My band, though few now would know this, is another example. I was a replacement for the girl who originally played with/inspired rob, Audrey. At the time, it was the only situation that could have prompted me back into my first love of music: an established act in which I would not be the central focus. It already had a charismatic front man. It needed harmonies, another writer, and a willing adventurer. I needed someone I could lean on, who could teach me. In the early days, people wondered if rob was purposefully limiting my role. Not at all. I was playing catch up to the huge cache of songs he’d written, and I had exactly what I wanted. Even now, when I’ve made such a place for myself here that it would be impossible to disassociate the band with me, I am not comfortable with anything beyond an even split. It’s honestly why we have not released a disc since Cecilia: I am not willing to have more of my songs on the disc than rob has. He is the bearer of the band name, the brander of it, the one responsible for its image. And that was what I wanted then. And, for the most part, it’s what I feel comfortable with now.
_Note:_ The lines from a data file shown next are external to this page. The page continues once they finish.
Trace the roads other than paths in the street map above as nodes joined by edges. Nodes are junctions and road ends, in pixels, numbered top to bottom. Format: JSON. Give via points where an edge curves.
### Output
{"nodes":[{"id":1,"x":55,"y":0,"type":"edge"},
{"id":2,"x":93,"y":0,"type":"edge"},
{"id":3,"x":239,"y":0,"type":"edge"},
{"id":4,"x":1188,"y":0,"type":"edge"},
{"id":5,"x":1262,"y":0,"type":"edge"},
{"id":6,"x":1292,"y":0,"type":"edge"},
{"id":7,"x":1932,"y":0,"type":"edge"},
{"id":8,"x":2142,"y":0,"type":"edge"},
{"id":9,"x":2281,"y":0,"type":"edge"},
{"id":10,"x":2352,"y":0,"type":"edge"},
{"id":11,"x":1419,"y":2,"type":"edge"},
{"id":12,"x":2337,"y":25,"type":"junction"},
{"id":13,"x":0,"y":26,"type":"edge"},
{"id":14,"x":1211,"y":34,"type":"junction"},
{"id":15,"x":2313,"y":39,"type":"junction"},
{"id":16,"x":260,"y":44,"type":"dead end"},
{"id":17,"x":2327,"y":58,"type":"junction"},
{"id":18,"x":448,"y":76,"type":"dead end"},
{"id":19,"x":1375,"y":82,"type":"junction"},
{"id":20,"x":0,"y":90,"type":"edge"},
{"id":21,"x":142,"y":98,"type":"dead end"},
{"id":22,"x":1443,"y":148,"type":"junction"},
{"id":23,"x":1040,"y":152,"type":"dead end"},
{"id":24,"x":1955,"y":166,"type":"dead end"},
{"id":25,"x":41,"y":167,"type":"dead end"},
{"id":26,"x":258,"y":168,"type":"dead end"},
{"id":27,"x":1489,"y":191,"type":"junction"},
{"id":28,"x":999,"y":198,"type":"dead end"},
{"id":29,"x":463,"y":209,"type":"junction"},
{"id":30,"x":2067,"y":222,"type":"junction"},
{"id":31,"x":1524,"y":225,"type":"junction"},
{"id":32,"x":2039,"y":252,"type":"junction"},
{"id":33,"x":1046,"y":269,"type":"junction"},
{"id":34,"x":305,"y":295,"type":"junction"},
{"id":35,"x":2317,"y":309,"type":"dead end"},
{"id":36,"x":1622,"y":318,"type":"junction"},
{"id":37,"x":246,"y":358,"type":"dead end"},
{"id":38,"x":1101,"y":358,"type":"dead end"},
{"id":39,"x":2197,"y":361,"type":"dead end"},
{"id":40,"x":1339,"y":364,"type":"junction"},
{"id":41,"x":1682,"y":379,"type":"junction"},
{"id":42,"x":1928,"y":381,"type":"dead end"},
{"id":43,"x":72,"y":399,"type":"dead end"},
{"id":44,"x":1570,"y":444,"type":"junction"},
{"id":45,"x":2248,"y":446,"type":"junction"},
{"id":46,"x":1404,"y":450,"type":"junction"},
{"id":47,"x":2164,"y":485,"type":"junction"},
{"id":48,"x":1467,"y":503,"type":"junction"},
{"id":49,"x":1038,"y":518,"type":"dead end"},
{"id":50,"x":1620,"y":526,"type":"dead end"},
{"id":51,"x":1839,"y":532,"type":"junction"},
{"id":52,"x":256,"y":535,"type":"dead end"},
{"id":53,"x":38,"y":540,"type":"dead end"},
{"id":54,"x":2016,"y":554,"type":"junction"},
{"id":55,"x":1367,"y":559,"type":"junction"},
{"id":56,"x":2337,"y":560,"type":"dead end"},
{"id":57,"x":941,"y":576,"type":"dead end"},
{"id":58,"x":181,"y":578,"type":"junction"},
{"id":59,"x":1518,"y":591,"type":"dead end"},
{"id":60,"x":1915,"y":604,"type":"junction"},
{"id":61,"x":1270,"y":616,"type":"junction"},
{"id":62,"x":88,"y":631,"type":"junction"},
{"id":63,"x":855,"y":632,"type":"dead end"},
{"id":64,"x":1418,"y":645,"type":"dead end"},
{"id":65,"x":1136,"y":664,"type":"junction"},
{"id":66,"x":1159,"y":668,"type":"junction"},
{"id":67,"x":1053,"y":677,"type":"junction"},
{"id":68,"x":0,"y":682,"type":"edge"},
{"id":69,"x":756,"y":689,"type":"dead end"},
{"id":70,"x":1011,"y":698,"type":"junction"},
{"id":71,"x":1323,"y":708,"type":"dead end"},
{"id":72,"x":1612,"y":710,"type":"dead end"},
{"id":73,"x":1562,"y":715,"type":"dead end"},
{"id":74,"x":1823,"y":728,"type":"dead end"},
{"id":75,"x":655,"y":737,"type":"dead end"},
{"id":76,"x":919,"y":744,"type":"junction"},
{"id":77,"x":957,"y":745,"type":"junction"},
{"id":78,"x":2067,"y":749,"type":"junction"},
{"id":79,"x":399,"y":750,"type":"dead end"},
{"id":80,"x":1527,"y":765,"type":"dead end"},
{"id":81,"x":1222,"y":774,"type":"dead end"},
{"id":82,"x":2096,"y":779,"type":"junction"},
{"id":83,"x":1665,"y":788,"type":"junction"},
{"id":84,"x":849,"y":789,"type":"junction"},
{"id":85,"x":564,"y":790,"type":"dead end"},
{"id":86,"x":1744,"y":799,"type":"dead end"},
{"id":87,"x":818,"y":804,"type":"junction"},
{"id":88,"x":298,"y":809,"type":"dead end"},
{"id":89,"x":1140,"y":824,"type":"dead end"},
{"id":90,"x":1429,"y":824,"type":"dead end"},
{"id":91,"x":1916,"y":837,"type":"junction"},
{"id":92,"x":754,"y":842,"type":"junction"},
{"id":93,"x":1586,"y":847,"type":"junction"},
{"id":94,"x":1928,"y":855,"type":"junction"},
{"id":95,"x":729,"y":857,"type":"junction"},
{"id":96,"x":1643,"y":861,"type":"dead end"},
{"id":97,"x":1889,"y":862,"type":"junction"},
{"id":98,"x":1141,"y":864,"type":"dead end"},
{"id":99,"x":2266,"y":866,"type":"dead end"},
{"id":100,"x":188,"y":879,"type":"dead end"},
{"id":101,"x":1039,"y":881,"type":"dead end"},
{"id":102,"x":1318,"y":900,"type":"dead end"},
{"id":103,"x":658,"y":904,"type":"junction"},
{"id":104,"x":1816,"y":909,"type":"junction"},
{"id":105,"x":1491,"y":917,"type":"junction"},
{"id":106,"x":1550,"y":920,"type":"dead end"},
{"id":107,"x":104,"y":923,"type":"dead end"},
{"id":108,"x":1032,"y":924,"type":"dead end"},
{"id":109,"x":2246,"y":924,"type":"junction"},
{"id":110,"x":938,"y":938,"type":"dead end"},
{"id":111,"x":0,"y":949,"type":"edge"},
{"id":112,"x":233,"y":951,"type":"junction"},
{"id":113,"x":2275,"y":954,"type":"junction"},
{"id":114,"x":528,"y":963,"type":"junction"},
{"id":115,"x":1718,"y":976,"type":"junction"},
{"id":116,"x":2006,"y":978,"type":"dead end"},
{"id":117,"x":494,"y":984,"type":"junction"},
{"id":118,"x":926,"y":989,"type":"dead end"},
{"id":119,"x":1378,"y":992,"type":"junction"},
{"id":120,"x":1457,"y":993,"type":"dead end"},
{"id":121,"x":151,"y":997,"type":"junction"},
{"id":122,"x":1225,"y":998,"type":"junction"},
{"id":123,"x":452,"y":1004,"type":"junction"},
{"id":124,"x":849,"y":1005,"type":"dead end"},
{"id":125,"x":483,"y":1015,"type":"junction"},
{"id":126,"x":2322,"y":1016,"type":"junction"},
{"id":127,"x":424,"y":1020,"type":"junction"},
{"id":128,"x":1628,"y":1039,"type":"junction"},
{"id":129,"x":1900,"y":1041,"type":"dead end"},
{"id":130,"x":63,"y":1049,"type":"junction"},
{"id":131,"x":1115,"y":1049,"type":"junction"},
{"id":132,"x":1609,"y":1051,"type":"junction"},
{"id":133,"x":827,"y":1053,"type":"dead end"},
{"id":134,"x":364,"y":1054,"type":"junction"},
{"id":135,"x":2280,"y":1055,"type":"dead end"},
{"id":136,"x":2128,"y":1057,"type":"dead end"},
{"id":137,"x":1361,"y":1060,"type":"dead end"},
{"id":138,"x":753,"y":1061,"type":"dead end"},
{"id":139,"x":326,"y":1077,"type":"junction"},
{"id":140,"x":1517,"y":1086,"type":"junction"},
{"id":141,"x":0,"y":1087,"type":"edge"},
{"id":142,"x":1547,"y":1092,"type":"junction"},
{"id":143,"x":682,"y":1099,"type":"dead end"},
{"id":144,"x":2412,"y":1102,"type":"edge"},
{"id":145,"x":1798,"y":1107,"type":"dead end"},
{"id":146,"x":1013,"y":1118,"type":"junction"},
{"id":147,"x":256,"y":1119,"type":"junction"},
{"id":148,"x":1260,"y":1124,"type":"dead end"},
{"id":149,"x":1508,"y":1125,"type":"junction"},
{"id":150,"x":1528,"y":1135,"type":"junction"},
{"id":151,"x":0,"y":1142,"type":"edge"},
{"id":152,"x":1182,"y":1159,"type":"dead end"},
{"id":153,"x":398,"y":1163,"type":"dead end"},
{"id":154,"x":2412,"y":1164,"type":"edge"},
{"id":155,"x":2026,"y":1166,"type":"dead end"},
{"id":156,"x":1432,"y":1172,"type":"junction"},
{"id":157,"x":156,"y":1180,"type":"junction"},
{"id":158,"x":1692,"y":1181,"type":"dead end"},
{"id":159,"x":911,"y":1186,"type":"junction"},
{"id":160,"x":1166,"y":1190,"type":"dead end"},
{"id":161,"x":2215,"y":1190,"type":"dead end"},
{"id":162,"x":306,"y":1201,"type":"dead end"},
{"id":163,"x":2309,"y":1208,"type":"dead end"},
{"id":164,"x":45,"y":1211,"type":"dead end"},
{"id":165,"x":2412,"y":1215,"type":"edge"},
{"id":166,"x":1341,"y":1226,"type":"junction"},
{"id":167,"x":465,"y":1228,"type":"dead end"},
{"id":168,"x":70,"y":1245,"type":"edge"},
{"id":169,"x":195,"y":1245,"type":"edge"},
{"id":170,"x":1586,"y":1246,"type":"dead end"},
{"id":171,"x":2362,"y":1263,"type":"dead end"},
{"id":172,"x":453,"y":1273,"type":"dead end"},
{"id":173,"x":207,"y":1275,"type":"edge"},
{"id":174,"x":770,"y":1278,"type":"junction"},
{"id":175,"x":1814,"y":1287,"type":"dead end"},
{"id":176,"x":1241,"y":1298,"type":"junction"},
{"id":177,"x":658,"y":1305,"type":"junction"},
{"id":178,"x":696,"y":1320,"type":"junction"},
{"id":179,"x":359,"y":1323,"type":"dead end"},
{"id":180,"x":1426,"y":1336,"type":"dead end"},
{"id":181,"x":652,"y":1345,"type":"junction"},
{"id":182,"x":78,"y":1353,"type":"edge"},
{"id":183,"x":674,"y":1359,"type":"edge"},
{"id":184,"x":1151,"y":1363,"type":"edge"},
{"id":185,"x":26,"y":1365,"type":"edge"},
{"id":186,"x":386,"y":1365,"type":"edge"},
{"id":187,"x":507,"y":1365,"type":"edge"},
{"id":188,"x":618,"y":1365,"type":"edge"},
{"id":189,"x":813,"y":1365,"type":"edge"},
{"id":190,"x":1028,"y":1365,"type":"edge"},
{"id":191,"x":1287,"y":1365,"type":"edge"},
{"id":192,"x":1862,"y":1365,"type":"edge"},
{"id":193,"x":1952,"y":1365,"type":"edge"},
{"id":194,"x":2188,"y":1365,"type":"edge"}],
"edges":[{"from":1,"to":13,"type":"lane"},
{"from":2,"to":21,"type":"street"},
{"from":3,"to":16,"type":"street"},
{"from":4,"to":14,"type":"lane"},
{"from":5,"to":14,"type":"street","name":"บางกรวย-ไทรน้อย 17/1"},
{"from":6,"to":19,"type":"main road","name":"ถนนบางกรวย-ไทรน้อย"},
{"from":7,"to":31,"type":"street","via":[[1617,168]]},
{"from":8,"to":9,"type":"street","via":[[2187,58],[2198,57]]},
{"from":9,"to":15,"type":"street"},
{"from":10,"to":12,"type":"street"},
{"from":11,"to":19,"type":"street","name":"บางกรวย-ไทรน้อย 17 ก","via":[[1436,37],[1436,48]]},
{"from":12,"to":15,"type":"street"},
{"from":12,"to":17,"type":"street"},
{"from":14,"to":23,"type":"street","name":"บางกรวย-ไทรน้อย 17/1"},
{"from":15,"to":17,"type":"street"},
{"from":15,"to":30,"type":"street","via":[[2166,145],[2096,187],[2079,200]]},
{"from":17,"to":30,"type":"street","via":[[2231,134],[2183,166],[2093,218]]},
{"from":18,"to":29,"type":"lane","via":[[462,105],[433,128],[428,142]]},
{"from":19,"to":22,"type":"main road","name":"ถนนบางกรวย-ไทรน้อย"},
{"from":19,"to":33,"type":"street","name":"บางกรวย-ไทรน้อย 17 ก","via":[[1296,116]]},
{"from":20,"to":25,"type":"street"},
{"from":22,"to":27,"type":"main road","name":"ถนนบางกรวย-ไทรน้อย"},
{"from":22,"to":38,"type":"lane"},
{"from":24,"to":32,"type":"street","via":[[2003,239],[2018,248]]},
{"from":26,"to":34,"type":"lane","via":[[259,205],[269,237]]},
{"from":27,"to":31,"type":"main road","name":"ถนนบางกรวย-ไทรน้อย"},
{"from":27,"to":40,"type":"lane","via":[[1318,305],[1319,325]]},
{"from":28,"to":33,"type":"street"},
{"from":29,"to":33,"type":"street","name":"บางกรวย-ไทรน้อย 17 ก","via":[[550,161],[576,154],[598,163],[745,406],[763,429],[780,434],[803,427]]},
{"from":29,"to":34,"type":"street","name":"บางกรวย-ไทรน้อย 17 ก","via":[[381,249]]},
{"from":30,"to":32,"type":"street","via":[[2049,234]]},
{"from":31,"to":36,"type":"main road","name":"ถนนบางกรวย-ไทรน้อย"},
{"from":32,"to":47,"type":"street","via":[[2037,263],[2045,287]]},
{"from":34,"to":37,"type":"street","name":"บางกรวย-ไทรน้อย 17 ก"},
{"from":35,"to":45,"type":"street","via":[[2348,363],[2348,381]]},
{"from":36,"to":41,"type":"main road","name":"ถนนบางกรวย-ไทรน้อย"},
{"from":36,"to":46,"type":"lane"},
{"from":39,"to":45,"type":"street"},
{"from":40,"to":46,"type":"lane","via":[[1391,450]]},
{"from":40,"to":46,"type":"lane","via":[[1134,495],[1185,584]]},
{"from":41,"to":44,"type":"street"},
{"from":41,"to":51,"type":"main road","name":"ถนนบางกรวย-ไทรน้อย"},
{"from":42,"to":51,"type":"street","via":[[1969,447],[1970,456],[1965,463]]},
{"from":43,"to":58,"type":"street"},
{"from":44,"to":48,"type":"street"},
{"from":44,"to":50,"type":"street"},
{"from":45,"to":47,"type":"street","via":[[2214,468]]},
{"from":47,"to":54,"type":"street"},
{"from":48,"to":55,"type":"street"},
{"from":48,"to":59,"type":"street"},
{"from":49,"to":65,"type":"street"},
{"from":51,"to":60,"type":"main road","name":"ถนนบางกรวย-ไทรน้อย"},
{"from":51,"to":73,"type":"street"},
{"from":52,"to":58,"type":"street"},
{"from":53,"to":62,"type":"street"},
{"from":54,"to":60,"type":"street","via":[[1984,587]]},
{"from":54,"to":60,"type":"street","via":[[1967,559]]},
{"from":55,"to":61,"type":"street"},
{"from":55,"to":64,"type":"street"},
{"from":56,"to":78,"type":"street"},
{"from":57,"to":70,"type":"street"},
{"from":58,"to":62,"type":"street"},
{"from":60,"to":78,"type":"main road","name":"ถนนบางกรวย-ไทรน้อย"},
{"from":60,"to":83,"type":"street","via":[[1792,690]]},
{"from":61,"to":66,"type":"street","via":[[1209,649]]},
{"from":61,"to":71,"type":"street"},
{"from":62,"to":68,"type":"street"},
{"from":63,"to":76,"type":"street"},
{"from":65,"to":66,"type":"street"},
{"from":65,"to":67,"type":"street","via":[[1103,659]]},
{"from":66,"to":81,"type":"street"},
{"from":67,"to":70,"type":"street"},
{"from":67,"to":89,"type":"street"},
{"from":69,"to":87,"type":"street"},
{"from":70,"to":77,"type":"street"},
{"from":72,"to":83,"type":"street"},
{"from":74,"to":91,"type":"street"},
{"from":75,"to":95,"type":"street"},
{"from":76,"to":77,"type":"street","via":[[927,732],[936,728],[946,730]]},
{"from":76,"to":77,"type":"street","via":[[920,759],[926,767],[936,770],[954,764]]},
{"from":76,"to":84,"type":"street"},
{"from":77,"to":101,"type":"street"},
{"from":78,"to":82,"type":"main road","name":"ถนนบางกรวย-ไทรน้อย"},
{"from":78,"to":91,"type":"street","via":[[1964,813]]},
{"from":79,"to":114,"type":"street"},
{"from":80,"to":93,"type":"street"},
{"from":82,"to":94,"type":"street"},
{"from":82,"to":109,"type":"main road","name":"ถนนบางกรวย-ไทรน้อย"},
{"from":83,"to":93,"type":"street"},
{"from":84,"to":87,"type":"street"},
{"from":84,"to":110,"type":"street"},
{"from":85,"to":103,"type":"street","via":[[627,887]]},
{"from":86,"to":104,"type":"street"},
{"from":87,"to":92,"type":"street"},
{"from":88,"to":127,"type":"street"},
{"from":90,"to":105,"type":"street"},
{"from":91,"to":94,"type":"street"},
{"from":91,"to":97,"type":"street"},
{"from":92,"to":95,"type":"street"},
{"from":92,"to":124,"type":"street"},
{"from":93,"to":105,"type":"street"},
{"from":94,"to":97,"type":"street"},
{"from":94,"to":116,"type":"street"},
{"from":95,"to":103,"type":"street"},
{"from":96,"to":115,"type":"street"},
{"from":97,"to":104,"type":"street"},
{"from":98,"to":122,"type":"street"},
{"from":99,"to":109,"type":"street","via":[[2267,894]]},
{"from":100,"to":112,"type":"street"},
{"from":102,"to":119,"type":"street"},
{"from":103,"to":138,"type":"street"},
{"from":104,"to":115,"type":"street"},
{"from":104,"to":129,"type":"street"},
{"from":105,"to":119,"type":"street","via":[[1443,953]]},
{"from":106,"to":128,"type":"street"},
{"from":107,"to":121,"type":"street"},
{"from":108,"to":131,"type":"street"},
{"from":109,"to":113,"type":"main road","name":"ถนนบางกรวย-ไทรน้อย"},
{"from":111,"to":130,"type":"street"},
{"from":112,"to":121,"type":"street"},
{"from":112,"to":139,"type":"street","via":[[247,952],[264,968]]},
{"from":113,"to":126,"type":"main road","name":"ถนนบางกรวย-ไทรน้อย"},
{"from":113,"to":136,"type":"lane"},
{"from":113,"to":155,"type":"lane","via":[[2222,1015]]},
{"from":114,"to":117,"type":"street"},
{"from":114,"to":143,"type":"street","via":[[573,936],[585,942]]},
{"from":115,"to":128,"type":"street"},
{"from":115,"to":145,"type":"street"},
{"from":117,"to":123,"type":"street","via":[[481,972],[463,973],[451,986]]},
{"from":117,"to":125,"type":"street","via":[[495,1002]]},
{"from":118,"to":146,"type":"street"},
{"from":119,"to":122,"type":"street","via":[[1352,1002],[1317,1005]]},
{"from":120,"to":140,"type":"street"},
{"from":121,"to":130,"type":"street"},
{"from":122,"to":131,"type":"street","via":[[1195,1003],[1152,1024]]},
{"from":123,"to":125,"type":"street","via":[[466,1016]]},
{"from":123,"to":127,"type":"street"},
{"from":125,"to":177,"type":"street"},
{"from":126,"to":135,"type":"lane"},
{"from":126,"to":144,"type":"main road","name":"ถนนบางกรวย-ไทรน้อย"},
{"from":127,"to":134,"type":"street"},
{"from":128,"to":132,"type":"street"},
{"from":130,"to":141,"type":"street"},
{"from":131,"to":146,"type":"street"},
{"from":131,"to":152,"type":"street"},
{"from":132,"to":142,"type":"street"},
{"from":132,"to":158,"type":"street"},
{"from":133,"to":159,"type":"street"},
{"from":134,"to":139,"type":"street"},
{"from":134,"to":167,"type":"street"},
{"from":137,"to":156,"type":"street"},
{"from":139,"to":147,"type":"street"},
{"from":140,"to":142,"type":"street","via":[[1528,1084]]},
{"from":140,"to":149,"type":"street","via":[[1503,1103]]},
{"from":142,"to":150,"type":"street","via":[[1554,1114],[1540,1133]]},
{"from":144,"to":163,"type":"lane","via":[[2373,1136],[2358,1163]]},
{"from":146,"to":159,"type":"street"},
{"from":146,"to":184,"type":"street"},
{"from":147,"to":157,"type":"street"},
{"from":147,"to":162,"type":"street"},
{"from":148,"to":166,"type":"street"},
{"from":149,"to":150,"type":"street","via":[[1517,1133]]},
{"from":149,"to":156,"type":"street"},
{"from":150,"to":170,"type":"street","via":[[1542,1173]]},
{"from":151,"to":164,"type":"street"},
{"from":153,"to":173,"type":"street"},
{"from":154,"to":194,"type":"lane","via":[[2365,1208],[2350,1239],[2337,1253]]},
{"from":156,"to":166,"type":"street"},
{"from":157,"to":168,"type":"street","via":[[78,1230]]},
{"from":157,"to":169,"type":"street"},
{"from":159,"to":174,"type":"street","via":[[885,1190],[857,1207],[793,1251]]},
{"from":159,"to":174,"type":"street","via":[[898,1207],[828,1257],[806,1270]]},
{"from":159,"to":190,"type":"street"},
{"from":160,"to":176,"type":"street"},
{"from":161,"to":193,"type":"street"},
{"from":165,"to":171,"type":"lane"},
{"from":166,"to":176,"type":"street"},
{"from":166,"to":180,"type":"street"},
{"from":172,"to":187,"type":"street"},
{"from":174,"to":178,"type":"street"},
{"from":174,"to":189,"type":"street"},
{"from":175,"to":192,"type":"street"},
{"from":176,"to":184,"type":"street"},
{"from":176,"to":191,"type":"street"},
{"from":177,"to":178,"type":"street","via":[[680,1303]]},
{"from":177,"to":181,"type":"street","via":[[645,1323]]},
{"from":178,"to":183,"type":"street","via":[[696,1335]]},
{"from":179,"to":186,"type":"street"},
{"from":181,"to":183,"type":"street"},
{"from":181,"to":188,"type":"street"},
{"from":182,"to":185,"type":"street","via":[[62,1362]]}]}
Heather got a shot of me wandering one of my favourite parts of Chapel Hill – the used bookstores! This one has a cat!

I guess it should not be surprising then that I’ve never wanted to be a mother, the definition of unique creation and responsibility. I don’t dislike children, a misconception (ha!) often ascribed to people like myself who have no maternal drive. I liken it to being gay: From childhood, I have never felt the urge. Never babied dolls. Never picked out my future children’s names. And, like being gay, nor can it be traced to some clear fault in my upbringing. I had a lovely childhood complete with parents who’s goal in life was to lovingly raise children. I feel guilty sometimes that they must feel they made a mistake with me somehow … made parenting seem unappealing. If anything, they gave me the healthy respect for it that gave me pause. To do it well requires commitment. “Oh, you just haven’t met the right man.” In my twenties, people would add that I was “still young and would change my mind.” At nearly 32, that has quieted. I will not be having children.

Recently, I’ve been helping out a friend with his three young children, and I’ve found it gratifying. There has been no pang, when I hold his youngest, that she is very well what I could have right now if life had gone a little differently. They are just small, curious, miraculous, foreign to me. And I fall into a kind of maternal thing with them easily because I am not cold-hearted, and because they are loving children, and because the real ache I feel when I look at them is over this world they are being so briefly sheltered from. They are innocent and they deserve every kindness. And it is very possible that I could wind up a “substitute” with these children, too.

My school kids are always excited to see a substitute, because it’s different. Because it offers a change of pace and new possibilities. I always tell my students that warn me their class is “bad,” that therein lies the beauty of our relationship: They might very well be bad … I might very well be mean, but maybe today while neither of us knows that for sure, we might be great together. And then we can all go back to being lousy later on with the people who think they have us figured out.